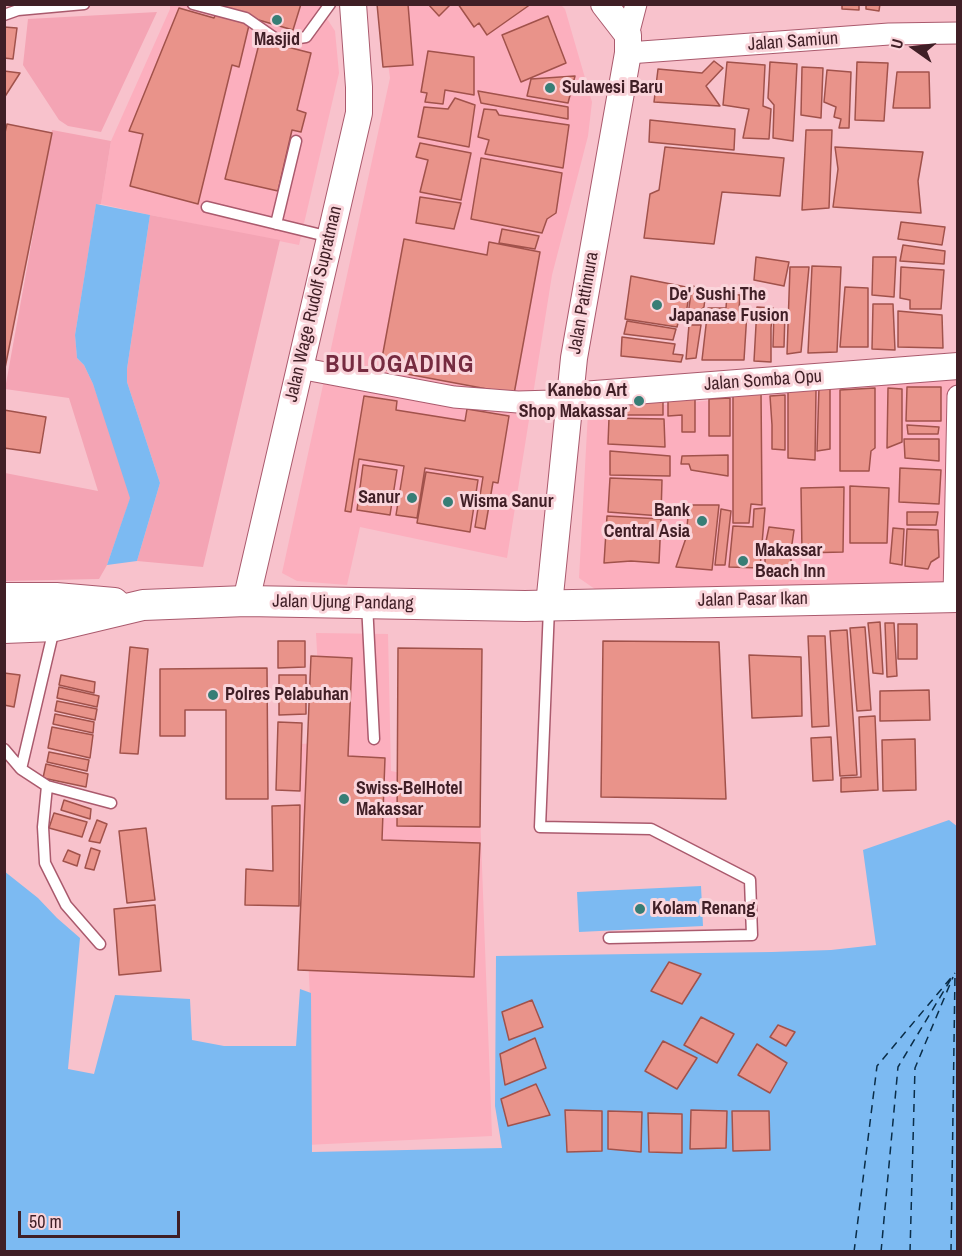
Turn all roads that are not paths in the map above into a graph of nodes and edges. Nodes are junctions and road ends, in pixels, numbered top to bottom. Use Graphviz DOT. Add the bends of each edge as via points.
graph roads {
  1 [pos="84,4"];
  2 [pos="193,4"];
  3 [pos="330,4"];
  4 [pos="353,4"];
  5 [pos="604,4"];
  6 [pos="636,4"];
  7 [pos="4,15"];
  8 [pos="957,33"];
  9 [pos="628,44"];
  10 [pos="296,141"];
  11 [pos="207,207"];
  12 [pos="276,224"];
  13 [pos="330,237"];
  14 [pos="957,366"];
  15 [pos="299,368"];
  16 [pos="569,396"];
  17 [pos="957,396"];
  18 [pos="956,597"];
  19 [pos="4,598"];
  20 [pos="246,601"];
  21 [pos="367,603"];
  22 [pos="137,605"];
  23 [pos="549,605"];
  24 [pos="55,626"];
  25 [pos="4,628"];
  26 [pos="374,739"];
  27 [pos="4,749"];
  28 [pos="21,769"];
  29 [pos="47,786"];
  30 [pos="111,803"];
  31 [pos="609,938"];
  32 [pos="100,944"];
  1 -- 7 [label="lane" via="18,10"];
  2 -- 3 [label="lane" via="246,18 279,41 306,37"];
  4 -- 13 [label="street, Jalan Wage Rudolf Supratman" via="359,113"];
  5 -- 9 [label="street"];
  6 -- 9 [label="street, Jalan Pattimura"];
  8 -- 9 [label="street, Jalan Samiun"];
  9 -- 16 [label="street, Jalan Pattimura"];
  10 -- 12 [label="lane"];
  11 -- 12 [label="lane"];
  12 -- 13 [label="lane"];
  13 -- 15 [label="street, Jalan Wage Rudolf Supratman"];
  14 -- 16 [label="street, Jalan Somba Opu"];
  15 -- 16 [label="street" via="454,397 518,402"];
  15 -- 20 [label="street, Jalan Wage Rudolf Supratman"];
  16 -- 23 [label="street, Jalan Pattimura"];
  17 -- 18 [label="street"];
  18 -- 23 [label="main road, Jalan Pasar Ikan"];
  19 -- 22 [label="main road, Jalan Ujung Pandang"];
  20 -- 21 [label="main road, Jalan Ujung Pandang"];
  20 -- 22 [label="main road, Jalan Ujung Pandang"];
  21 -- 23 [label="main road, Jalan Ujung Pandang"];
  21 -- 26 [label="lane"];
  22 -- 24 [label="main road, Jalan Ujung Pandang"];
  23 -- 31 [label="lane" via="540,827 651,829 750,880 752,935"];
  24 -- 25 [label="main road, Jalan Ujung Pandang"];
  24 -- 28 [label="lane"];
  27 -- 28 [label="lane"];
  28 -- 29 [label="lane"];
  29 -- 30 [label="lane"];
  29 -- 32 [label="lane" via="45,863 66,905"];
}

#####

» **WORK TO COMPLETE**:
Looking at the listing above, which lines hold "Rudolf"? Copy every such line.

» **ANSWER TO THIS TASK**:
  4 -- 13 [label="street, Jalan Wage Rudolf Supratman" via="359,113"];
  13 -- 15 [label="street, Jalan Wage Rudolf Supratman"];
  15 -- 20 [label="street, Jalan Wage Rudolf Supratman"];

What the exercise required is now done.